EXERCISE DESCRIPTION
Make an exact copy of the entries below with the pictures removed.

▼

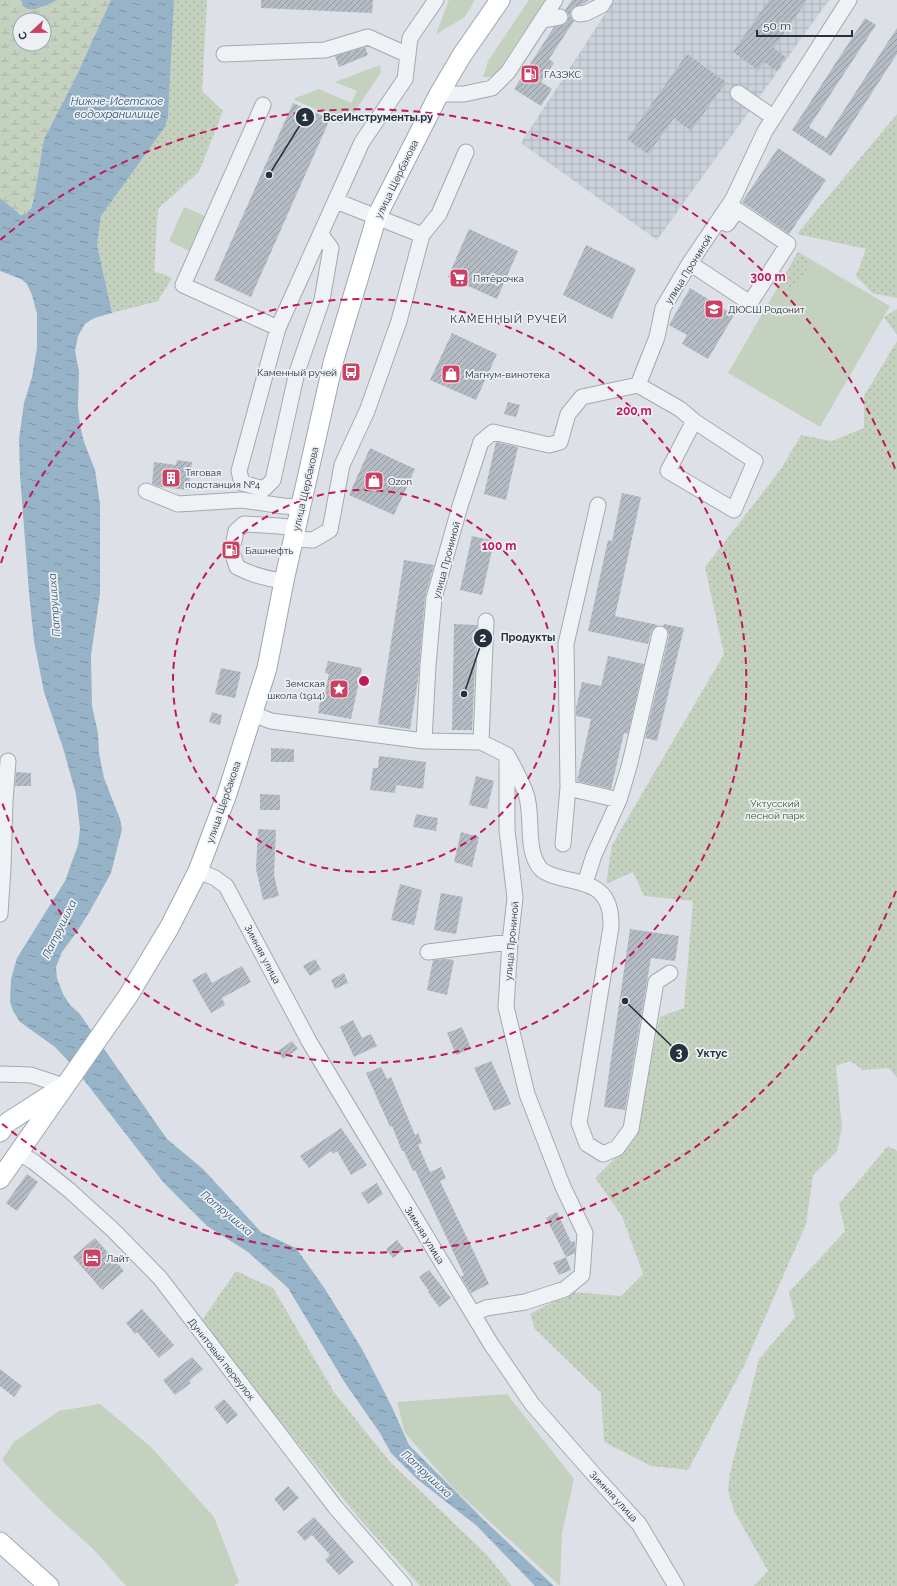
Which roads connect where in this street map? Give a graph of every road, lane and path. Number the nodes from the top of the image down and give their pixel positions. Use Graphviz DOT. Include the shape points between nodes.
graph roads {
  1 [pos="436,0"];
  2 [pos="500,0"];
  3 [pos="555,0"];
  4 [pos="604,0"];
  5 [pos="848,0"];
  6 [pos="579,14"];
  7 [pos="560,17"];
  8 [pos="542,20"];
  9 [pos="224,54"];
  10 [pos="408,55"];
  11 [pos="738,93"];
  12 [pos="439,94"];
  13 [pos="264,105"];
  14 [pos="774,117"];
  15 [pos="466,152"];
  16 [pos="336,201"];
  17 [pos="377,216"];
  18 [pos="422,234"];
  19 [pos="321,235"];
  20 [pos="693,266"];
  21 [pos="278,328"];
  22 [pos="638,385"];
  23 [pos="694,421"];
  24 [pos="146,491"];
  25 [pos="598,506"];
  26 [pos="301,507"];
  27 [pos="295,534"];
  28 [pos="284,581"];
  29 [pos="486,621"];
  30 [pos="660,634"];
  31 [pos="253,714"];
  32 [pos="424,741"];
  33 [pos="481,742"];
  34 [pos="507,755"];
  35 [pos="8,761"];
  36 [pos="568,788"];
  37 [pos="619,800"];
  38 [pos="563,844"];
  39 [pos="198,872"];
  40 [pos="585,883"];
  41 [pos="0,914"];
  42 [pos="510,942"];
  43 [pos="428,952"];
  44 [pos="670,973"];
  45 [pos="0,1074"];
  46 [pos="69,1081"];
  47 [pos="0,1132"];
  48 [pos="19,1153"];
  49 [pos="0,1179"];
  50 [pos="474,1314"];
  51 [pos="0,1542"];
  52 [pos="49,1586"];
  53 [pos="404,1586"];
  54 [pos="676,1586"];
  1 -- 10 [label="street" via="410,38"];
  2 -- 12 [label="main road, улица Щербакова"];
  3 -- 8 [label="street"];
  4 -- 6 [label="street" via="602,5"];
  5 -- 14 [label="street, улица Прониной"];
  7 -- 8 [label="street"];
  8 -- 12 [label="street" via="508,72 492,88 464,94"];
  9 -- 10 [label="street" via="325,50 368,37"];
  10 -- 16 [label="street" via="405,79 362,142"];
  11 -- 14 [label="street"];
  12 -- 17 [label="main road, улица Щербакова"];
  13 -- 21 [label="street" via="183,285"];
  14 -- 20 [label="street, улица Прониной" via="733,199"];
  15 -- 18 [label="street" via="444,216"];
  16 -- 17 [label="street"];
  16 -- 19 [label="street"];
  17 -- 18 [label="street"];
  17 -- 26 [label="main road, улица Щербакова" via="333,363"];
  18 -- 27 [label="street" via="399,321 367,411 342,465 330,530 313,540"];
  19 -- 21 [label="street"];
  19 -- 21 [label="street" via="331,248 322,300 298,372 273,480 264,489 242,482 239,471"];
  20 -- 20 [label="street" via="750,303 788,244 737,210"];
  20 -- 22 [label="street, улица Прониной" via="663,308 657,337"];
  22 -- 23 [label="street" via="680,409"];
  22 -- 32 [label="street, улица Прониной" via="582,396 568,414 560,442 550,445 493,432 481,442 434,598"];
  23 -- 23 [label="street" via="668,470 734,510 755,461"];
  24 -- 26 [label="street" via="178,504 242,500"];
  25 -- 36 [label="street" via="566,644"];
  26 -- 27 [label="main road, улица Щербакова"];
  27 -- 28 [label="main road, улица Щербакова"];
  27 -- 28 [label="street" via="279,526 244,524 236,530 234,548 237,567 268,579"];
  28 -- 31 [label="main road, улица Щербакова" via="267,668"];
  29 -- 33 [label="street"];
  30 -- 37 [label="street"];
  31 -- 32 [label="street" via="271,721"];
  31 -- 39 [label="main road, улица Щербакова" via="228,794"];
  32 -- 33 [label="street"];
  33 -- 34 [label="street"];
  34 -- 40 [label="street" via="527,795 534,861 543,871 556,877"];
  34 -- 42 [label="street, улица Прониной" via="507,830 515,898"];
  35 -- 41 [label="street"];
  36 -- 37 [label="street" via="594,790"];
  36 -- 38 [label="street"];
  37 -- 40 [label="street"];
  39 -- 46 [label="main road, улица Щербакова" via="169,928 128,996"];
  39 -- 50 [label="street, Зимняя улица" via="215,878 226,886 310,1043"];
  40 -- 44 [label="street" via="594,886 604,896 611,913 611,927 579,1123 587,1144 603,1154 617,1148 631,1129 656,982"];
  42 -- 43 [label="street"];
  42 -- 50 [label="street, улица Прониной" via="506,1007 527,1094 563,1187 586,1233 582,1275 565,1289 525,1302 486,1308"];
  45 -- 46 [label="street" via="31,1075"];
  46 -- 47 [label="main road, улица Щербакова" via="8,1122"];
  46 -- 48 [label="main road, улица Щербакова"];
  48 -- 49 [label="main road, улица Щербакова"];
  48 -- 53 [label="street, Дунитовый переулок" via="34,1162 113,1230 160,1278 336,1508"];
  50 -- 54 [label="street, Зимняя улица" via="532,1404 639,1524"];
  51 -- 52 [label="main road"];
}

▲

SOLVED PROBLEM
Which roads connect where in this street map? Give a graph of every road, lane and path. Number the nodes from the top of the image down and give their pixel positions. Use Graphviz DOT. Include the shape points between nodes.
graph roads {
  1 [pos="436,0"];
  2 [pos="500,0"];
  3 [pos="555,0"];
  4 [pos="604,0"];
  5 [pos="848,0"];
  6 [pos="579,14"];
  7 [pos="560,17"];
  8 [pos="542,20"];
  9 [pos="224,54"];
  10 [pos="408,55"];
  11 [pos="738,93"];
  12 [pos="439,94"];
  13 [pos="264,105"];
  14 [pos="774,117"];
  15 [pos="466,152"];
  16 [pos="336,201"];
  17 [pos="377,216"];
  18 [pos="422,234"];
  19 [pos="321,235"];
  20 [pos="693,266"];
  21 [pos="278,328"];
  22 [pos="638,385"];
  23 [pos="694,421"];
  24 [pos="146,491"];
  25 [pos="598,506"];
  26 [pos="301,507"];
  27 [pos="295,534"];
  28 [pos="284,581"];
  29 [pos="486,621"];
  30 [pos="660,634"];
  31 [pos="253,714"];
  32 [pos="424,741"];
  33 [pos="481,742"];
  34 [pos="507,755"];
  35 [pos="8,761"];
  36 [pos="568,788"];
  37 [pos="619,800"];
  38 [pos="563,844"];
  39 [pos="198,872"];
  40 [pos="585,883"];
  41 [pos="0,914"];
  42 [pos="510,942"];
  43 [pos="428,952"];
  44 [pos="670,973"];
  45 [pos="0,1074"];
  46 [pos="69,1081"];
  47 [pos="0,1132"];
  48 [pos="19,1153"];
  49 [pos="0,1179"];
  50 [pos="474,1314"];
  51 [pos="0,1542"];
  52 [pos="49,1586"];
  53 [pos="404,1586"];
  54 [pos="676,1586"];
  1 -- 10 [label="street" via="410,38"];
  2 -- 12 [label="main road, улица Щербакова"];
  3 -- 8 [label="street"];
  4 -- 6 [label="street" via="602,5"];
  5 -- 14 [label="street, улица Прониной"];
  7 -- 8 [label="street"];
  8 -- 12 [label="street" via="508,72 492,88 464,94"];
  9 -- 10 [label="street" via="325,50 368,37"];
  10 -- 16 [label="street" via="405,79 362,142"];
  11 -- 14 [label="street"];
  12 -- 17 [label="main road, улица Щербакова"];
  13 -- 21 [label="street" via="183,285"];
  14 -- 20 [label="street, улица Прониной" via="733,199"];
  15 -- 18 [label="street" via="444,216"];
  16 -- 17 [label="street"];
  16 -- 19 [label="street"];
  17 -- 18 [label="street"];
  17 -- 26 [label="main road, улица Щербакова" via="333,363"];
  18 -- 27 [label="street" via="399,321 367,411 342,465 330,530 313,540"];
  19 -- 21 [label="street"];
  19 -- 21 [label="street" via="331,248 322,300 298,372 273,480 264,489 242,482 239,471"];
  20 -- 20 [label="street" via="750,303 788,244 737,210"];
  20 -- 22 [label="street, улица Прониной" via="663,308 657,337"];
  22 -- 23 [label="street" via="680,409"];
  22 -- 32 [label="street, улица Прониной" via="582,396 568,414 560,442 550,445 493,432 481,442 434,598"];
  23 -- 23 [label="street" via="668,470 734,510 755,461"];
  24 -- 26 [label="street" via="178,504 242,500"];
  25 -- 36 [label="street" via="566,644"];
  26 -- 27 [label="main road, улица Щербакова"];
  27 -- 28 [label="main road, улица Щербакова"];
  27 -- 28 [label="street" via="279,526 244,524 236,530 234,548 237,567 268,579"];
  28 -- 31 [label="main road, улица Щербакова" via="267,668"];
  29 -- 33 [label="street"];
  30 -- 37 [label="street"];
  31 -- 32 [label="street" via="271,721"];
  31 -- 39 [label="main road, улица Щербакова" via="228,794"];
  32 -- 33 [label="street"];
  33 -- 34 [label="street"];
  34 -- 40 [label="street" via="527,795 534,861 543,871 556,877"];
  34 -- 42 [label="street, улица Прониной" via="507,830 515,898"];
  35 -- 41 [label="street"];
  36 -- 37 [label="street" via="594,790"];
  36 -- 38 [label="street"];
  37 -- 40 [label="street"];
  39 -- 46 [label="main road, улица Щербакова" via="169,928 128,996"];
  39 -- 50 [label="street, Зимняя улица" via="215,878 226,886 310,1043"];
  40 -- 44 [label="street" via="594,886 604,896 611,913 611,927 579,1123 587,1144 603,1154 617,1148 631,1129 656,982"];
  42 -- 43 [label="street"];
  42 -- 50 [label="street, улица Прониной" via="506,1007 527,1094 563,1187 586,1233 582,1275 565,1289 525,1302 486,1308"];
  45 -- 46 [label="street" via="31,1075"];
  46 -- 47 [label="main road, улица Щербакова" via="8,1122"];
  46 -- 48 [label="main road, улица Щербакова"];
  48 -- 49 [label="main road, улица Щербакова"];
  48 -- 53 [label="street, Дунитовый переулок" via="34,1162 113,1230 160,1278 336,1508"];
  50 -- 54 [label="street, Зимняя улица" via="532,1404 639,1524"];
  51 -- 52 [label="main road"];
}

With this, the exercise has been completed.